Wish Song, (Introduction)

In an interview published on September 17, 1970, Jimi Hendrix told Roy Hollingworth, “In older civilizations, they didn’t have diseases as we know them. It would be incredible if you could produce music so perfect that it would filter through you like rays and ultimately cure.”

The next day……Jimi Hendrix died.

 

 

 

 

 

 

 

 

 

 

 

 

 

 

 

 


WISH SONG

 

BY, 

 

Jay McAllister

 

 

 

 

 

 

 

 


INTRODUCTION

(INTERVIEW #1)

J.B.: “My earliest memory? That’s a hard one. Let’s see…I remember I lived in the country in Virginia, in a small cabin. I don’t know if we owned it but there was a horse in the field in our back yard. I used to see it out of my window, just walking around, grazing. I was maybe three years old. I was fascinated by that horse.”

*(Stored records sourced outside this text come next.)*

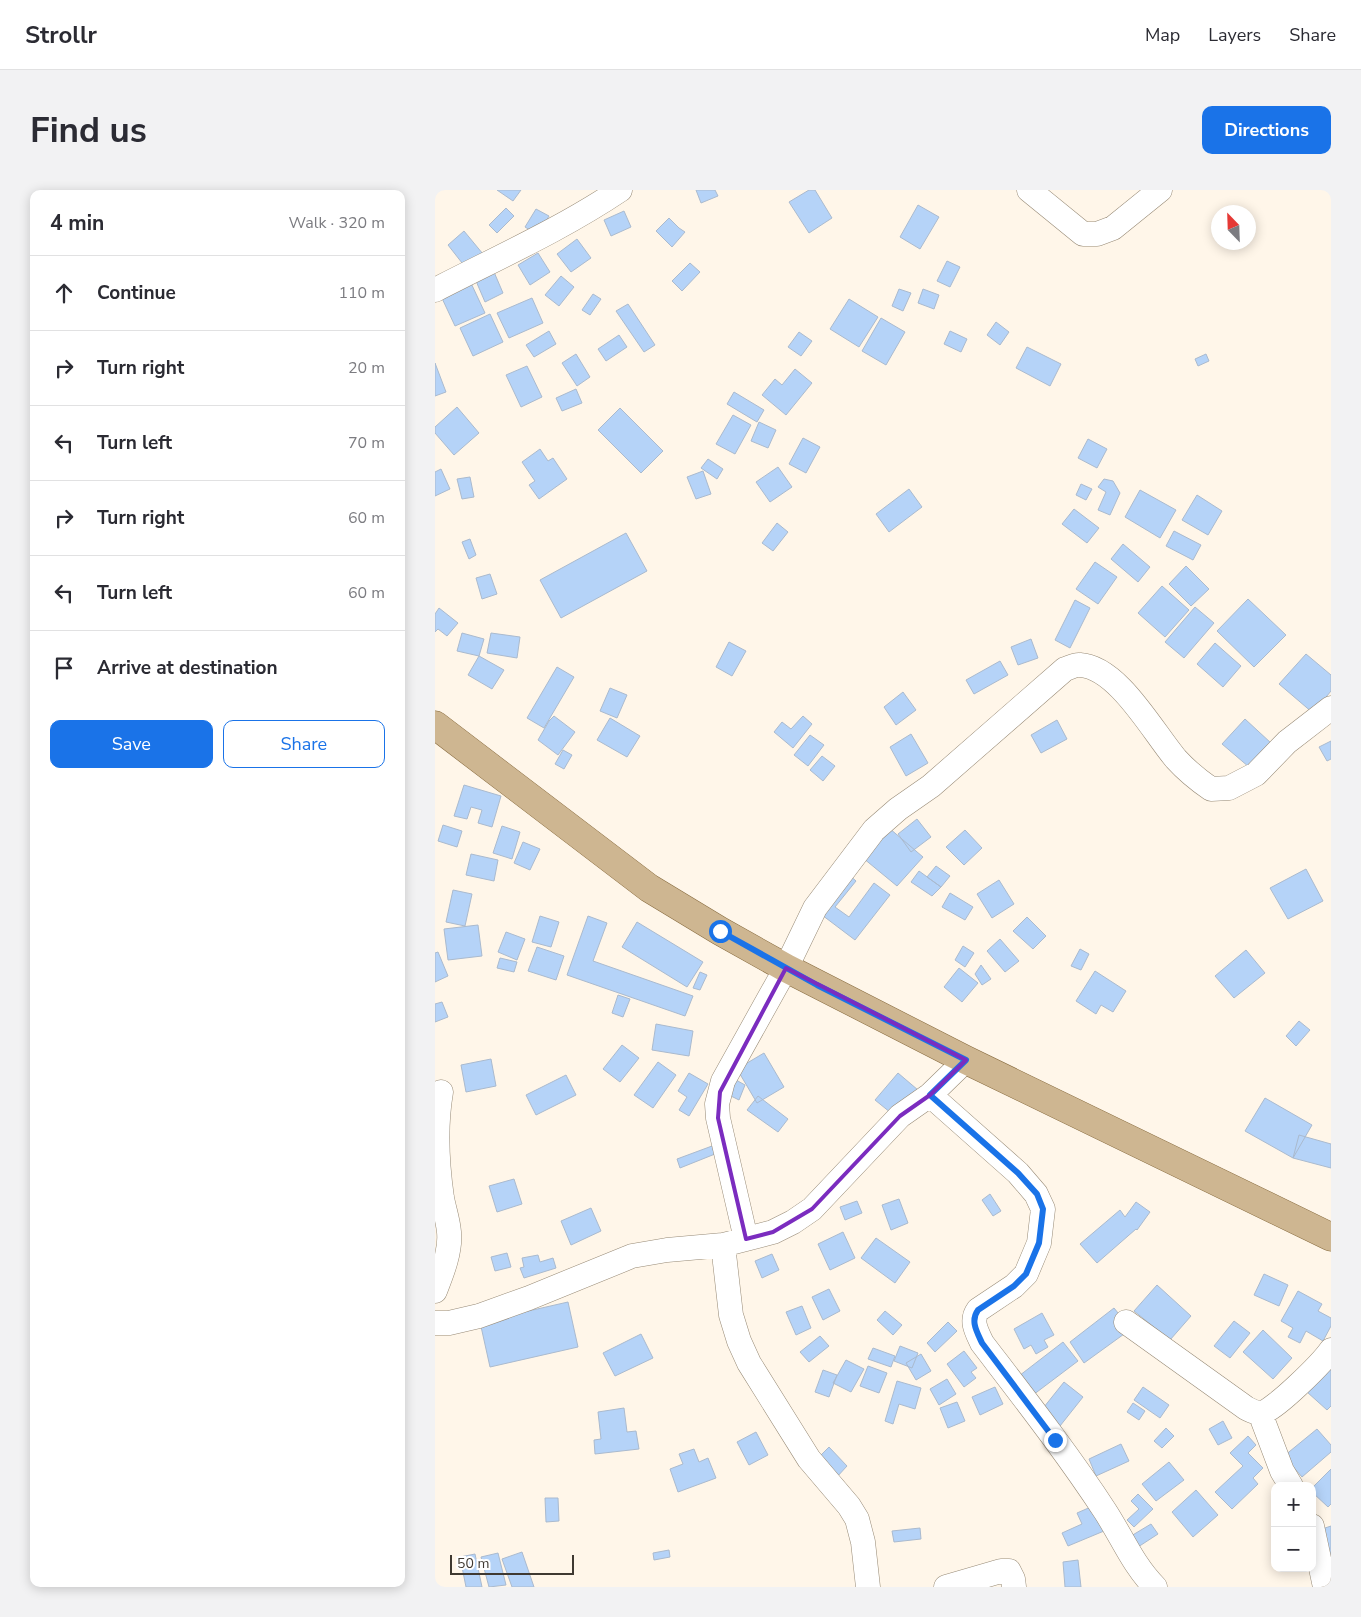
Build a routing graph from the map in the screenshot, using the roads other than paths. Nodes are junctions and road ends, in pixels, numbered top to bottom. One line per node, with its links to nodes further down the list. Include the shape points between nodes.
1 (620, 190): 4 (street, via 568,222)
2 (1029, 190): 3 (street, via 1083,234 1097,234 1113,228)
3 (1160, 190)
4 (435, 290)
5 (1331, 708): 7 (street, via 1287,742 1256,774 1229,788 1211,789 1175,758 1122,689 1099,670 1079,664 1065,669 931,786 874,830 815,908)
6 (435, 725): 7 (main road, via 649,888)
7 (785, 968): 8 (main road); 12 (street, via 723,1081 717,1104)
8 (966, 1060): 10 (street); 11 (main road)
9 (441, 1092): 14 (street, via 436,1132 449,1249)
10 (930, 1095): 12 (street, via 900,1116 812,1209 773,1232); 21 (street, via 1018,1173 1037,1194 1043,1209 1039,1243 1032,1262 1014,1286 978,1310 974,1324 982,1343 1107,1513)
11 (1331, 1237)
12 (746, 1239): 13 (street)
13 (723, 1245): 16 (street, via 633,1256 479,1316); 22 (street, via 731,1315 739,1341 749,1364 809,1459 857,1519)
14 (435, 1291)
15 (1126, 1322): 18 (street, via 1246,1408)
16 (435, 1323)
17 (1331, 1350): 18 (street, via 1277,1404)
18 (1261, 1413): 19 (street)
19 (1289, 1482)
20 (1312, 1527): 25 (street)
21 (1148, 1583)
22 (868, 1587)
23 (946, 1587): 24 (street, via 1001,1571 1009,1571)
24 (1014, 1587)
25 (1325, 1587)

            “One day, I had a bright idea;  ‘I’ll go pet the horsy’.  My pappy was in the garden, busy with his pumpkins, beans, squash, or whatever.  I totted on out into the field, walked right up and pet the horse. The look in that horse’s eye was so peaceful. When I turned to walk back to the house, I must’ve walked around to the rear of the horse. I remember a sharp pain in my back, and seeing the ground below me moving, and a sensation of flying. That horse kicked the shit out of me!”

“I woke up in my bed, and my pappy and a neighbor, Doc Wilson, talking in the kitchen.  When Doc left, Pappy walked to my bed and I could see he had been crying. I had an awful pain in my back, and I couldn’t feel my legs. I guess I was hurt pretty bad.”

“Now, Pappy was an old blues guitar picker from somewhere around Mississippi, or Louisiana, or someplace down that way. He used to talk all the time about his old buddies from his childhood on the Mississippi River. He was an orphan, raised by an old black, homeless man that earned his money playing the harmonica in various towns along the river. They were no doubt a strange pair in those times. He always said that the man gave him something that enriched his life like nothing else ever would. Later in my life, I came to realize what that ‘something’ was. I’ll just never be able to explain it.”

“As he sat by my bed, he seemed torn over something. I recall how he kept saying, ‘I don’t need it no more, I’m too old.’ and, ‘There’s no sense me keeping it.’ Then he walked over to his old handmade, beat up guitar…picked it up, sat in a chair by my bed, and started playing.”

“What he played that day, to me, just didn’t sound right; not his typical delta blues anyway. I don’t know what it was. I just remember it sounded and somehow, “felt” different to me. It made me sleep….and dream. I dreamed of distant stars and the light from them washing over my body. I dreamed I was being cleansed by their light somehow. Suddenly, the dream changed and I was looking into a horse’s eye. Then the pupil of the horse’s eye became the sun.”

“When I woke up, my back felt fine, and I could feel my legs again. My pappy was on the floor, unconscious, and laying on his guitar. He must’ve fallen on it because it was in pieces. When he woke up, he started to cry from happiness, I think, because I was okay. I don’t remember how he was before that day because I was so young, but somehow, I don’t think he was ever the same after that.”